___ Dataset records ___
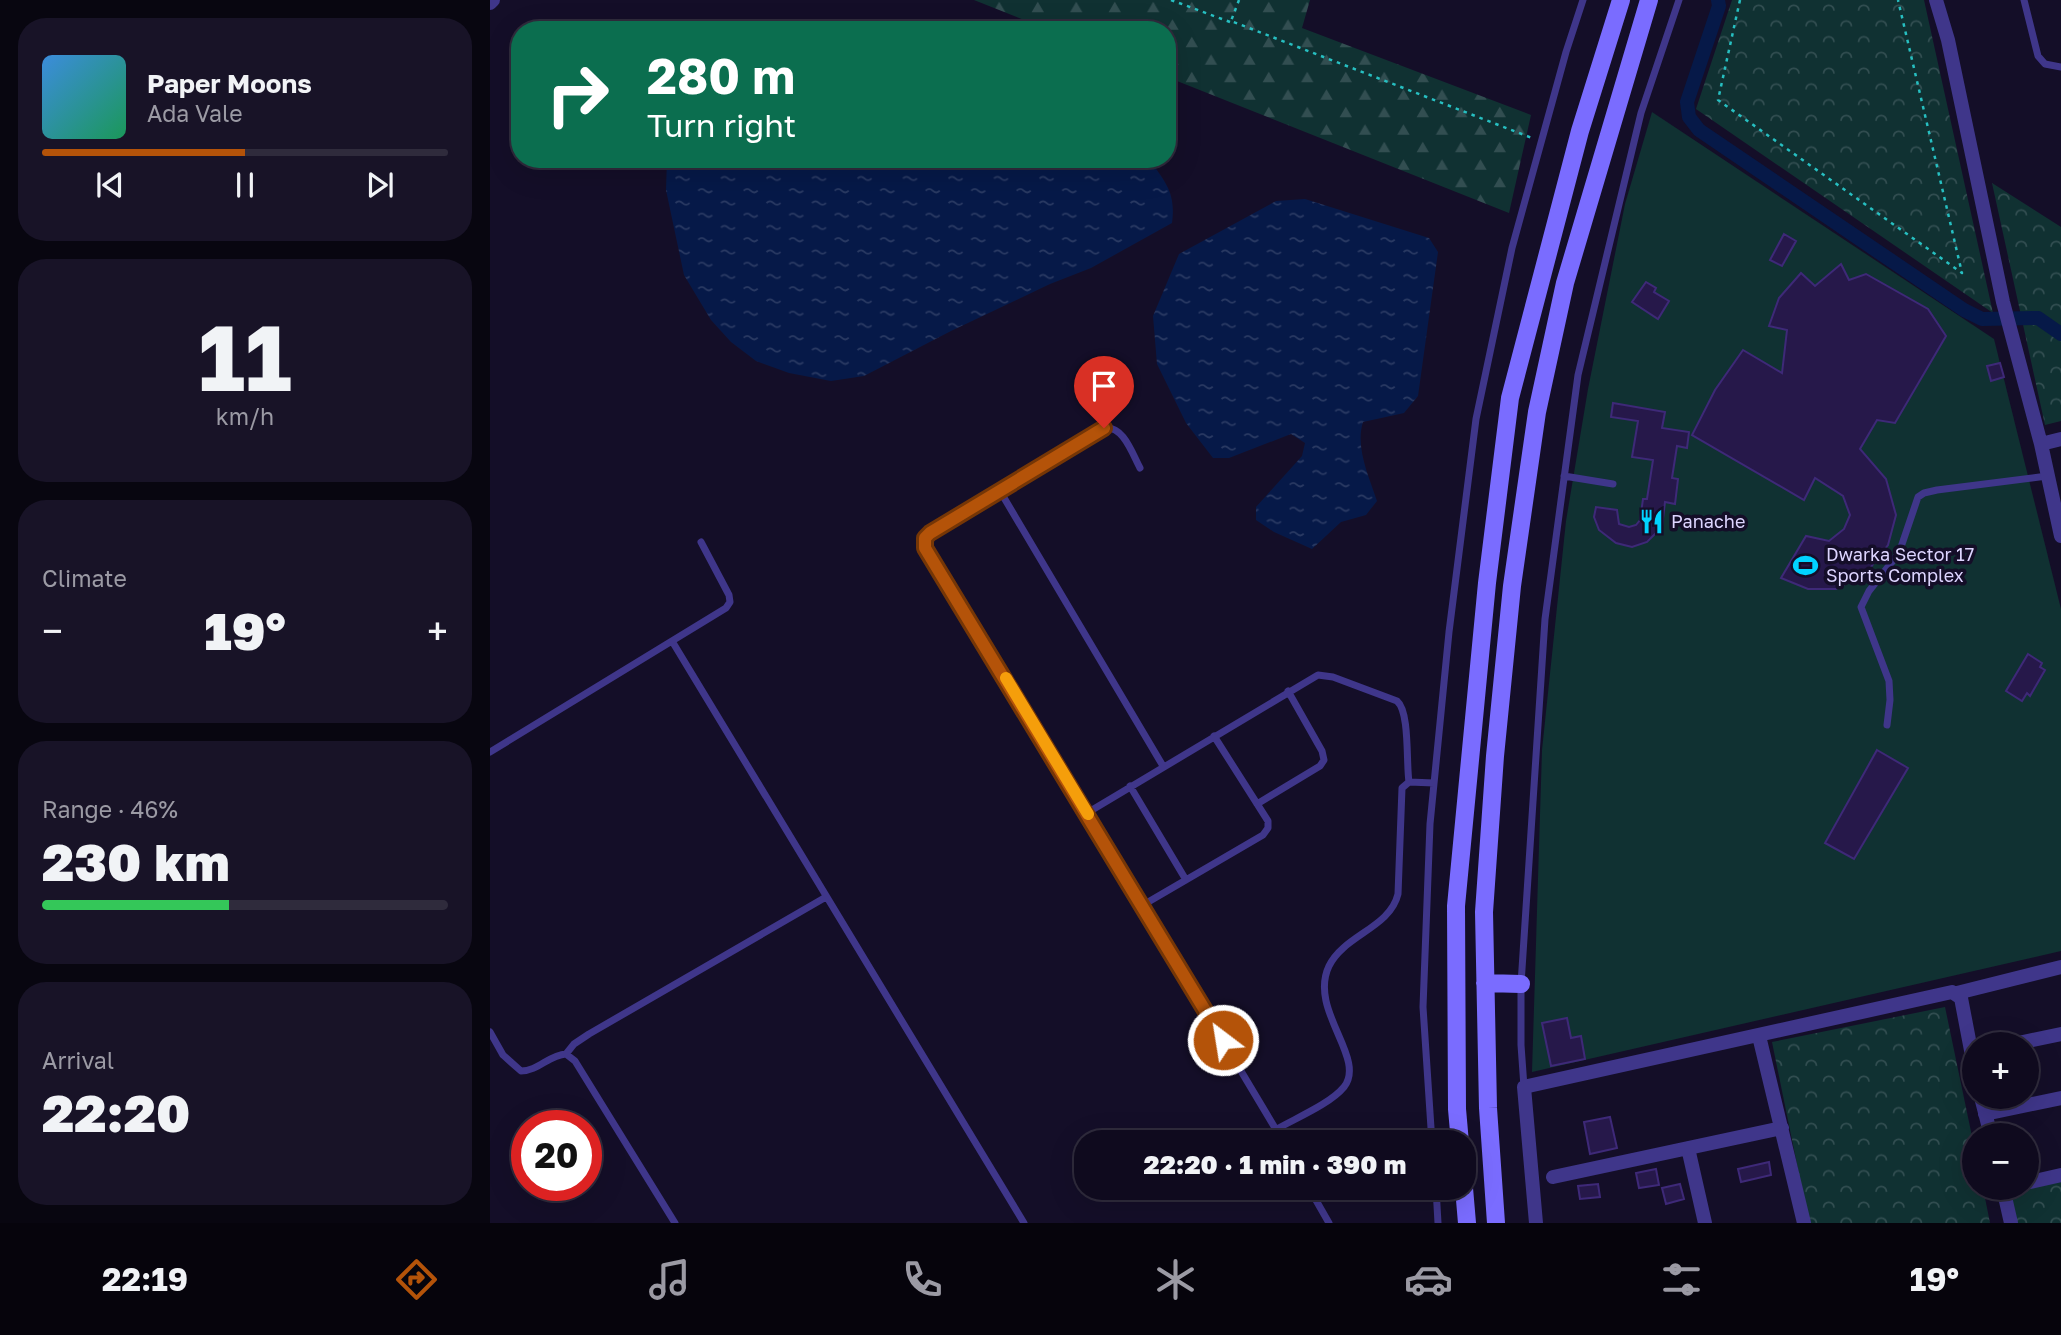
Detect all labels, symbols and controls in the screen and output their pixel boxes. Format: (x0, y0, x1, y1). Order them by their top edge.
text: 280 m (647, 46, 795, 105)
icon: right (532, 49, 623, 140)
text: Paper Moons (147, 68, 312, 99)
text: Ada Vale (147, 99, 243, 127)
text: Turn right (647, 106, 796, 144)
icon: previous (91, 166, 129, 204)
icon: pause (226, 166, 264, 204)
icon: next (361, 166, 399, 204)
text: 11 (198, 302, 292, 411)
pin (1074, 356, 1134, 428)
icon: arrive (1085, 367, 1123, 405)
text: km/h (216, 402, 274, 430)
restaurant icon: Panache (1637, 508, 1665, 536)
place label: Panache (1671, 510, 1745, 532)
place label: Dwarka Sector 17 Sports Complex (1826, 543, 1974, 586)
sports icon: Dwarka Sector 17 Sports Complex (1792, 551, 1820, 579)
text: Climate (42, 564, 127, 592)
text: 19° (204, 599, 286, 661)
text: − (42, 608, 63, 653)
text: + (427, 608, 448, 653)
text: Range · 46% (42, 795, 178, 823)
text: 230 km (42, 830, 230, 892)
position arrow (1186, 1003, 1260, 1077)
map controls (1962, 1032, 2039, 1200)
button: + (1962, 1032, 2039, 1109)
text: Arrival (42, 1046, 114, 1074)
text: 22:20 (42, 1081, 190, 1143)
speed limit sign: 20 (511, 1110, 602, 1201)
button: − (1962, 1123, 2039, 1200)
text: 22:20 · 1 min · 390 m (1144, 1149, 1406, 1180)
icon: directions (392, 1255, 441, 1304)
icon: music (645, 1255, 694, 1304)
icon: phone (898, 1255, 947, 1304)
icon: climate (1151, 1255, 1200, 1304)
icon: car (1404, 1255, 1453, 1304)
icon: filters (1657, 1255, 1706, 1304)
text: 22:19 (102, 1260, 188, 1298)
text: 19° (1910, 1260, 1959, 1298)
___
Your response must restate every record above exactly, with each picture omitted.

Response to this task:
Detect all labels, symbols and controls in the screen and output their pixel boxes. Format: (x0, y0, x1, y1). Order them by their top edge.
text: 280 m (647, 46, 795, 105)
icon: right (532, 49, 623, 140)
text: Paper Moons (147, 68, 312, 99)
text: Ada Vale (147, 99, 243, 127)
text: Turn right (647, 106, 796, 144)
icon: previous (91, 166, 129, 204)
icon: pause (226, 166, 264, 204)
icon: next (361, 166, 399, 204)
text: 11 (198, 302, 292, 411)
pin (1074, 356, 1134, 428)
icon: arrive (1085, 367, 1123, 405)
text: km/h (216, 402, 274, 430)
restaurant icon: Panache (1637, 508, 1665, 536)
place label: Panache (1671, 510, 1745, 532)
place label: Dwarka Sector 17 Sports Complex (1826, 543, 1974, 586)
sports icon: Dwarka Sector 17 Sports Complex (1792, 551, 1820, 579)
text: Climate (42, 564, 127, 592)
text: 19° (204, 599, 286, 661)
text: − (42, 608, 63, 653)
text: + (427, 608, 448, 653)
text: Range · 46% (42, 795, 178, 823)
text: 230 km (42, 830, 230, 892)
position arrow (1186, 1003, 1260, 1077)
map controls (1962, 1032, 2039, 1200)
button: + (1962, 1032, 2039, 1109)
text: Arrival (42, 1046, 114, 1074)
text: 22:20 (42, 1081, 190, 1143)
speed limit sign: 20 (511, 1110, 602, 1201)
button: − (1962, 1123, 2039, 1200)
text: 22:20 · 1 min · 390 m (1144, 1149, 1406, 1180)
icon: directions (392, 1255, 441, 1304)
icon: music (645, 1255, 694, 1304)
icon: phone (898, 1255, 947, 1304)
icon: climate (1151, 1255, 1200, 1304)
icon: car (1404, 1255, 1453, 1304)
icon: filters (1657, 1255, 1706, 1304)
text: 22:19 (102, 1260, 188, 1298)
text: 19° (1910, 1260, 1959, 1298)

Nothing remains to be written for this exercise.